Although all mail, under the hub scheme, should be passed to the hub for processing, certain errors should still be handled locally. By recognizing these errors locally, the user is advised of mistakes immediately, rather than having to wait for mail to bounce.

When we discussed delivery agents, we showed you that sendmail requires the local delivery agent. Because sendmail requires it, you had to define it yourself (to keep sendmail from complaining):

Mlocal, P=/bin/mail, F=lsDFMAw5:/|@rmn, S=0, R=0, A=mail -d $u

Inside sendmail , a specially defined delivery agent exists. Called error , that delivery agent is one that you can't define yourself.

The error delivery agent is the internal mechanism that sendmail uses to process errors. When that delivery agent is selected, it causes sendmail to print the offending address, then the username part of the triple (the $: part) as an error message.

For example, recall the earlier experiment with three demo rules:

S0 R@      one R@$+    two R$+@$+  three

When this rule set was given an address of @host (note the missing user part), the RHS rewrote the workspace to be two . [3] We use a similar technique to select sendmail 's built-in error handling delivery agent error .

[3] We are fudging here for the sake of a simple example. In reality a leading @ is legal for route addresses (see the DontPruneRoutes option in Section 34.8.20, DontPruneRoutes (R) , how route addresses are handled in rules in Section 29.4.3, "Handling Routing Addresses" , and the F=d delivery agent flag in Section 30.8.16, F=d ).

Add the following new line to the client.cf file's rule set 0. Don't forget that the LHS, RHS, and comment must be separated from each other by tab characters, not spaces. But note that the RHS may contain space characters (not tabs) for clarity.

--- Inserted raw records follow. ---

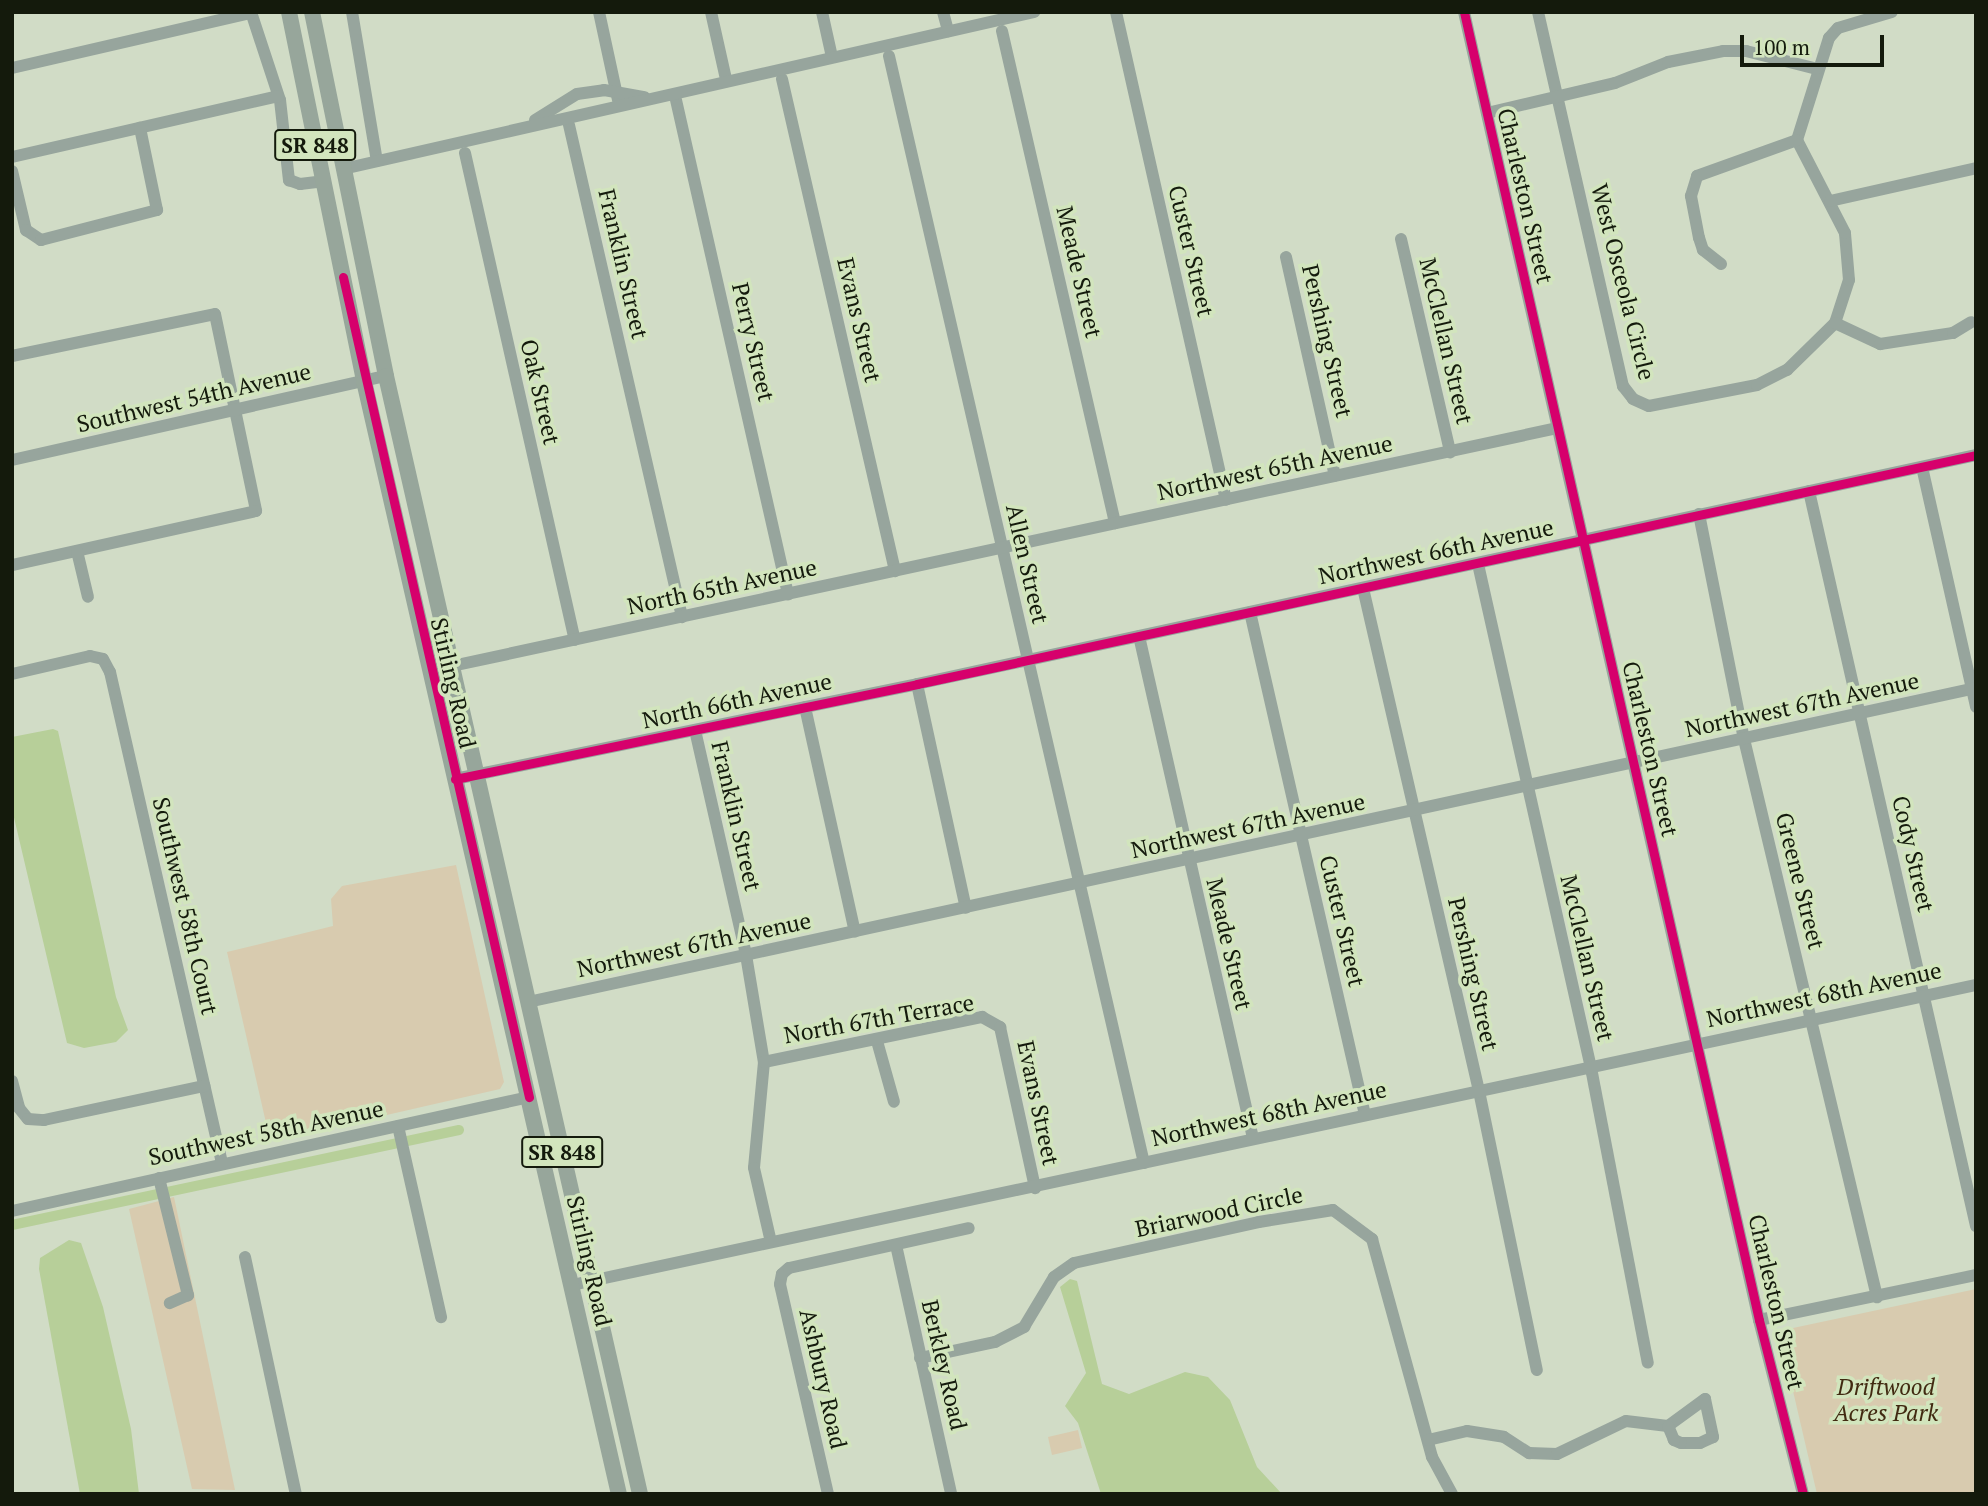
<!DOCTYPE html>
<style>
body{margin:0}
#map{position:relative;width:1988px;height:1506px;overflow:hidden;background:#d1dcc6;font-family:"PT Serif",serif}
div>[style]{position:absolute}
.green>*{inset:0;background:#d8cbaf}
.water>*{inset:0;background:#b7cf99}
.canal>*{height:10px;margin:-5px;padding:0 5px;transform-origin:5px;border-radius:5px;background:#b7cf99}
.minor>*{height:12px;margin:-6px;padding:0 6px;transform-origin:6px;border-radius:6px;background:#97a59d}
.major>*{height:16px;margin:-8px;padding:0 8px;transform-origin:8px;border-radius:8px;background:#97a69b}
.cycleway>*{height:9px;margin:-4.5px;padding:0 4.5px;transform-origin:4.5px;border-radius:4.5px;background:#d6006c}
span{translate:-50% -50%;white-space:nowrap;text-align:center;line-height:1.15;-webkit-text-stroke:7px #d2e5bd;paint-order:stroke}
.shield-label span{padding:2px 5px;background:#d2e5bd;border:2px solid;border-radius:5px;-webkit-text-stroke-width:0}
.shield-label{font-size:21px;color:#141a0c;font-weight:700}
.street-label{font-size:23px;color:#141a0c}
.park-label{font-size:23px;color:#412a11;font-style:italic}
.frame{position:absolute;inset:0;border:14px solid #141a0c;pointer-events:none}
.scale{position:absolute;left:1740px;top:35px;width:144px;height:32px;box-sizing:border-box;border:4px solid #141a0c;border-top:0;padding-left:9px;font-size:21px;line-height:24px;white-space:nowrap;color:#141a0c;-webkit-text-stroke:5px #d2e5bd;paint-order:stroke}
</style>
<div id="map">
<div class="green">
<div style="clip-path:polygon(456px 865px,504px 1082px,500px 1089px,282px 1139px,269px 1136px,227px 952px,333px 926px,331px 899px,342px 886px)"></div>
<div style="clip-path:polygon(174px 1197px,235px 1490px,192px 1489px,129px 1209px)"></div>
<div style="clip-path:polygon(1976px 1289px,1976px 1494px,1817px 1494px,1779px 1331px)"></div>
<div style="clip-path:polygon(1078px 1430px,1082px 1448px,1052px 1455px,1048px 1437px)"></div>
</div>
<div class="water">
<div style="clip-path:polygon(53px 729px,58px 731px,116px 997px,128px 1030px,116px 1042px,84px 1048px,67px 1043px,12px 809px,12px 737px)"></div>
<div style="clip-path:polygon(69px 1240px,81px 1243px,103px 1307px,131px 1429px,139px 1494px,80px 1494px,39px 1269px,40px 1258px)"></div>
<div style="clip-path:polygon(1070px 1279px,1077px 1281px,1102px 1384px,1129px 1394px,1185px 1372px,1208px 1377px,1230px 1400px,1257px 1467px,1282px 1494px,1101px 1494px,1078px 1423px,1065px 1406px,1086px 1373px,1060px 1287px)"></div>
</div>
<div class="canal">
<div style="left:12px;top:1225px;width:457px;rotate:-12deg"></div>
</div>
<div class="minor">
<div style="left:251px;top:12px;width:93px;rotate:71.8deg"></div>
<div style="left:280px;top:100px;width:81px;rotate:83.6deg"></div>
<div style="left:289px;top:180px;width:12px;rotate:20deg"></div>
<div style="left:300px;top:184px;width:23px;rotate:-7deg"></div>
<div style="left:352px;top:12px;width:151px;rotate:80.5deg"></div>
<div style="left:599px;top:12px;width:90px;rotate:77.8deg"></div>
<div style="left:711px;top:12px;width:69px;rotate:77.4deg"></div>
<div style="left:822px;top:12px;width:46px;rotate:77.5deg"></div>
<div style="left:943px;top:12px;width:20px;rotate:75deg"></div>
<div style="left:1116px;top:12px;width:500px;rotate:77.3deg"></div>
<div style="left:1464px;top:12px;width:1341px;rotate:77.29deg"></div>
<div style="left:1759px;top:1320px;width:179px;rotate:75.8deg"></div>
<div style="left:1538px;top:12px;width:384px;rotate:77.2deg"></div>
<div style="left:1623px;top:386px;width:16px;rotate:52deg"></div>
<div style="left:1633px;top:399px;width:17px;rotate:24deg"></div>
<div style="left:1649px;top:406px;width:110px;rotate:-11deg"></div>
<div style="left:1757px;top:385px;width:34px;rotate:-27deg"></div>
<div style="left:1787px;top:370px;width:67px;rotate:-44.4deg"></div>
<div style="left:1835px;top:323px;width:45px;rotate:-72deg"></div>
<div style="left:1849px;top:280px;width:47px;rotate:-94.9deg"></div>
<div style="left:1845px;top:233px;width:105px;rotate:-117.3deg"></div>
<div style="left:1797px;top:140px;width:107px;rotate:-72.6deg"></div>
<div style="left:1829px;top:38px;width:13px;rotate:-48deg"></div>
<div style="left:1838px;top:28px;width:56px;rotate:-16.5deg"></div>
<div style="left:1002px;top:31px;width:505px;rotate:77.06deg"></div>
<div style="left:889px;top:56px;width:1136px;rotate:77.03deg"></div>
<div style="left:12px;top:68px;width:245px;rotate:-13deg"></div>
<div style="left:782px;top:79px;width:505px;rotate:77.06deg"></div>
<div style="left:676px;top:100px;width:507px;rotate:77.23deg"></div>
<div style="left:1487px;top:113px;width:131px;rotate:-13.2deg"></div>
<div style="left:1615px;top:83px;width:57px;rotate:-21.6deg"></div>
<div style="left:1668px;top:62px;width:56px;rotate:-11.3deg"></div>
<div style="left:1723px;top:51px;width:23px"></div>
<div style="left:1746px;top:51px;width:73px;rotate:14.2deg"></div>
<div style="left:535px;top:120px;width:49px;rotate:-31.8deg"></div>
<div style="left:577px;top:94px;width:27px;rotate:-8deg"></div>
<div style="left:604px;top:90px;width:41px;rotate:9.9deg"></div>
<div style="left:569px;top:125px;width:505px;rotate:77.06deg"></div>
<div style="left:465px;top:153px;width:499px;rotate:77.3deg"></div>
<div style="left:12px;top:157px;width:273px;rotate:-12.9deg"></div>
<div style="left:343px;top:169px;width:709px;rotate:-12.8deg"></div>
<div style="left:12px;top:171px;width:61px;rotate:76.7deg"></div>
<div style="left:26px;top:230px;width:18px;rotate:34deg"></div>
<div style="left:41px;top:240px;width:120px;rotate:-14.5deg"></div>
<div style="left:157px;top:210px;width:84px;rotate:-101.7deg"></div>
<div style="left:1830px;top:201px;width:150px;rotate:-12.7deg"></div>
<div style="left:1401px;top:239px;width:219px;rotate:77deg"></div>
<div style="left:1286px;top:257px;width:224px;rotate:77.4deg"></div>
<div style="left:1721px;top:264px;width:23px;rotate:-142deg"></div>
<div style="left:1703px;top:250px;width:13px;rotate:-108deg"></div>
<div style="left:1699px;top:238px;width:43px;rotate:-100.8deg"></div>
<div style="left:1691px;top:196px;width:21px;rotate:-73deg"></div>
<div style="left:1697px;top:176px;width:106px;rotate:-19.8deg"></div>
<div style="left:1835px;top:323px;width:50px;rotate:25deg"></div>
<div style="left:1880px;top:344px;width:74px;rotate:-8.6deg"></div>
<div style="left:1953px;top:333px;width:21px;rotate:-31deg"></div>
<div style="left:12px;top:356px;width:207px;rotate:-11.7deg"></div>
<div style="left:215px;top:314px;width:201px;rotate:78.2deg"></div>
<div style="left:256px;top:511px;width:250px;rotate:167.5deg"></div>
<div style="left:12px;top:460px;width:383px;rotate:-12.7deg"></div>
<div style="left:1922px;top:467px;width:246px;rotate:77.3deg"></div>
<div style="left:1809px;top:491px;width:754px;rotate:77.2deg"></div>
<div style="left:1699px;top:514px;width:229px;rotate:78.7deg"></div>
<div style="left:1744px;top:739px;width:574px;rotate:76.59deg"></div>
<div style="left:77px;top:551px;width:47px;rotate:76.6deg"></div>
<div style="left:1478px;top:564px;width:517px;rotate:77.36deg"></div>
<div style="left:1591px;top:1068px;width:300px;rotate:79.1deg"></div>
<div style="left:1363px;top:588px;width:516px;rotate:77.01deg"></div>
<div style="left:1479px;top:1091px;width:285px;rotate:78.3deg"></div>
<div style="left:1250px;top:612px;width:516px;rotate:77.12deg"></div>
<div style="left:1139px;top:636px;width:515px;rotate:77.21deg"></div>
<div style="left:452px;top:666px;width:1130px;rotate:-12.15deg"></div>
<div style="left:12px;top:674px;width:80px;rotate:-13deg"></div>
<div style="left:90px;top:656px;width:13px;rotate:13deg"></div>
<div style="left:103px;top:659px;width:15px;rotate:62deg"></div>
<div style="left:110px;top:672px;width:504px;rotate:77.15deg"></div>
<div style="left:917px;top:684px;width:229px;rotate:77.7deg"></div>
<div style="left:805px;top:707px;width:230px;rotate:77.5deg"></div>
<div style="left:695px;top:730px;width:231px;rotate:77.2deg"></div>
<div style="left:746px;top:955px;width:109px;rotate:80.5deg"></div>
<div style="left:764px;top:1062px;width:106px;rotate:95.4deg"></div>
<div style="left:754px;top:1168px;width:76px;rotate:77.1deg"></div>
<div style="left:455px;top:779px;width:472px;rotate:-11.6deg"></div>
<div style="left:917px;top:684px;width:1083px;rotate:-12.2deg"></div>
<div style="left:528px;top:1002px;width:1482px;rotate:-12.24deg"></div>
<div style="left:877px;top:1041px;width:63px;rotate:74.4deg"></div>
<div style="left:764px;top:1062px;width:223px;rotate:-11.7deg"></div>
<div style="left:982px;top:1017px;width:21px;rotate:29deg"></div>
<div style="left:1000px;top:1027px;width:165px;rotate:77.7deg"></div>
<div style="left:12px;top:1081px;width:28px;rotate:75deg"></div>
<div style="left:19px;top:1108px;width:14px;rotate:51deg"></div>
<div style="left:28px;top:1119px;width:16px;rotate:4deg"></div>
<div style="left:44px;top:1120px;width:164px;rotate:-12deg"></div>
<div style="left:398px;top:1126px;width:196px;rotate:77.3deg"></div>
<div style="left:159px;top:1178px;width:121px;rotate:76.1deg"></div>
<div style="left:188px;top:1295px;width:20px;rotate:156deg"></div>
<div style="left:12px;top:1211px;width:529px;rotate:-12.43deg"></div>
<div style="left:896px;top:1245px;width:255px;rotate:77.5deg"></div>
<div style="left:245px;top:1257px;width:242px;rotate:77.9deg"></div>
<div style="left:572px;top:1285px;width:1436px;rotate:-12.06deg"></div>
<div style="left:1759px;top:1320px;width:222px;rotate:-11.7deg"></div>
<div style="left:920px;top:1358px;width:77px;rotate:-12deg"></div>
<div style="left:995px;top:1342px;width:33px;rotate:-27deg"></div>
<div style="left:1024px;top:1327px;width:58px;rotate:-59deg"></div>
<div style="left:1054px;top:1277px;width:24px;rotate:-35deg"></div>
<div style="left:1074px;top:1263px;width:189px;rotate:-12.5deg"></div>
<div style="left:1259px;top:1222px;width:75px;rotate:-9.2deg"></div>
<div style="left:1333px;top:1210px;width:49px;rotate:36.6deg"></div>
<div style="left:1372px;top:1239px;width:226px;rotate:74.6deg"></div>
<div style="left:1432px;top:1457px;width:42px;rotate:61.6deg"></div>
<div style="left:1428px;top:1440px;width:40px;rotate:-13deg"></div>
<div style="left:1467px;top:1431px;width:37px;rotate:9deg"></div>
<div style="left:1504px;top:1437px;width:30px;rotate:33deg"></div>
<div style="left:1529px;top:1453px;width:28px;rotate:2deg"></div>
<div style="left:1557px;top:1454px;width:76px;rotate:-25.6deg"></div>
<div style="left:1626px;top:1421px;width:42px;rotate:6.8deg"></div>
<div style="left:1668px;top:1426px;width:46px;rotate:-36.1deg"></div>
<div style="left:1705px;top:1399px;width:39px;rotate:78deg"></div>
<div style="left:1713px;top:1437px;width:14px;rotate:155deg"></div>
<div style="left:1700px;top:1443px;width:19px;rotate:180deg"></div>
<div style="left:1681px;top:1443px;width:8px;rotate:-157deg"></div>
<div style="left:1674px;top:1440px;width:15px;rotate:-113deg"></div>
<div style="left:828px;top:1494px;width:215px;rotate:-102.9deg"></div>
<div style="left:780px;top:1284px;width:10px;rotate:-79deg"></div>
<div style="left:782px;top:1274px;width:9px;rotate:-41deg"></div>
<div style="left:789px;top:1268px;width:184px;rotate:-12.5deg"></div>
</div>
<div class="major">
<div style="left:289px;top:12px;width:377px;rotate:78.5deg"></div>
<div style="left:364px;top:381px;width:1142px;rotate:77.1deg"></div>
<div style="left:312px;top:12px;width:371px;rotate:78.5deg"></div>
<div style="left:386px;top:376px;width:1146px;rotate:77.2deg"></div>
</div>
<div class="cycleway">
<div style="left:1464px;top:12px;width:1341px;rotate:77.29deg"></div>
<div style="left:1759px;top:1320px;width:179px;rotate:75.8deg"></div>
<div style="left:343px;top:277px;width:841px;rotate:77.22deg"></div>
<div style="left:455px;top:779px;width:472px;rotate:-11.6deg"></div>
<div style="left:917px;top:684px;width:1083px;rotate:-12.2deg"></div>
</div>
<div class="shield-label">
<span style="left:315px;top:145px">SR 848</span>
<span style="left:562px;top:1152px">SR 848</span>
</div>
<div class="street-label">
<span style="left:1525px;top:196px;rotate:77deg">Charleston Street</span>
<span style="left:1191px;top:251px;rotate:77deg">Custer Street</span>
<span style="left:623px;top:264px;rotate:77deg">Franklin Street</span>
<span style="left:1079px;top:272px;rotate:77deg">Meade Street</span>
<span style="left:1623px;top:282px;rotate:76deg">West Osceola Circle</span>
<span style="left:859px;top:320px;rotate:77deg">Evans Street</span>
<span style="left:1327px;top:341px;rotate:77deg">Pershing Street</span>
<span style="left:1446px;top:341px;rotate:77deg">McClellan Street</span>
<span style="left:753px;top:342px;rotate:77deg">Perry Street</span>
<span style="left:540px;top:392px;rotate:77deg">Oak Street</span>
<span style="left:194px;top:398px;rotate:-13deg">Southwest 54th Avenue</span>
<span style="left:1275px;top:468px;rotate:-12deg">Northwest 65th Avenue</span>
<span style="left:1436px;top:552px;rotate:-12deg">Northwest 66th Avenue</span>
<span style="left:1027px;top:564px;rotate:77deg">Allen Street</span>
<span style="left:722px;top:587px;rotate:-12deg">North 65th Avenue</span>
<span style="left:453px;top:683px;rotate:77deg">Stirling Road</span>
<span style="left:737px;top:701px;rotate:-12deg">North 66th Avenue</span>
<span style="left:1802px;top:705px;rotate:-12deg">Northwest 67th Avenue</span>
<span style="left:1650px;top:749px;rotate:77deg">Charleston Street</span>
<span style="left:736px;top:816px;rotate:77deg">Franklin Street</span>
<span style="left:1248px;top:826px;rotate:-12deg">Northwest 67th Avenue</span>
<span style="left:1913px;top:854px;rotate:77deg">Cody Street</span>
<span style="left:1800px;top:881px;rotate:76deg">Greene Street</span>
<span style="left:185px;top:906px;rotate:77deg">Southwest 58th Court</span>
<span style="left:1342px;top:921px;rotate:77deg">Custer Street</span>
<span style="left:1229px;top:944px;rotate:77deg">Meade Street</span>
<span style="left:694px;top:945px;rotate:-12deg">Northwest 67th Avenue</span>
<span style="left:1587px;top:958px;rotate:77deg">McClellan Street</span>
<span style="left:1473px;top:974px;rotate:77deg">Pershing Street</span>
<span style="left:1824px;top:995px;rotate:-12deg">Northwest 68th Avenue</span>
<span style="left:879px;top:1019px;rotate:-10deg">North 67th Terrace</span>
<span style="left:1038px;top:1103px;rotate:78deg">Evans Street</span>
<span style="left:1269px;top:1114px;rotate:-12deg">Northwest 68th Avenue</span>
<span style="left:266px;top:1133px;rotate:-12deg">Southwest 58th Avenue</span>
<span style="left:1219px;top:1212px;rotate:-12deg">Briarwood Circle</span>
<span style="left:589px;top:1261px;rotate:77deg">Stirling Road</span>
<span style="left:1776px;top:1302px;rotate:77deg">Charleston Street</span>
<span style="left:944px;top:1365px;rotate:77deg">Berkley Road</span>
<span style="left:823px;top:1379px;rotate:77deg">Ashbury Road</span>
</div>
<div class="park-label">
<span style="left:1886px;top:1400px">Driftwood<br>Acres Park</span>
</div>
<div class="frame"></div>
<div class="scale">100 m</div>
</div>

S0 # select delivery agent 

R@$+    $#error $: Missing user name                           


<- new
 R$+     $#hub $@${REMOTE} $:$1          forward to hub

Run sendmail again, this time to see which addresses are caught locally as errors and which are passed onward to the central hub.

% 

./sendmail -Cclient.cf -bt

 ADDRESS TEST MODE (ruleset 3 NOT automatically invoked) Enter <ruleset> <address> > 

0 @acme

 rewrite: ruleset  0   input: @ acme rewrite: ruleset  0 returns: $# error $: Missing user name

Here, you are supplying an address that lacks a username. As expected, the error delivery agent is selected. If someone attempted to send mail to this address, they would get the error

@acme... Missing user name

Now feed sendmail a legal address:

> 

0 boss@acme

 rewrite: ruleset  0   input: boss @ acme rewrite: ruleset  0 returns: $# hub $@ mailhost $: boss @ acme

This legal address, one with both a user and host part, bypasses the error-handling rule and will be accepted for delivery via the hub delivery agent.

Take some time to experiment. Give sendmail an assortment of addresses and try to predict which will produce errors and which will not.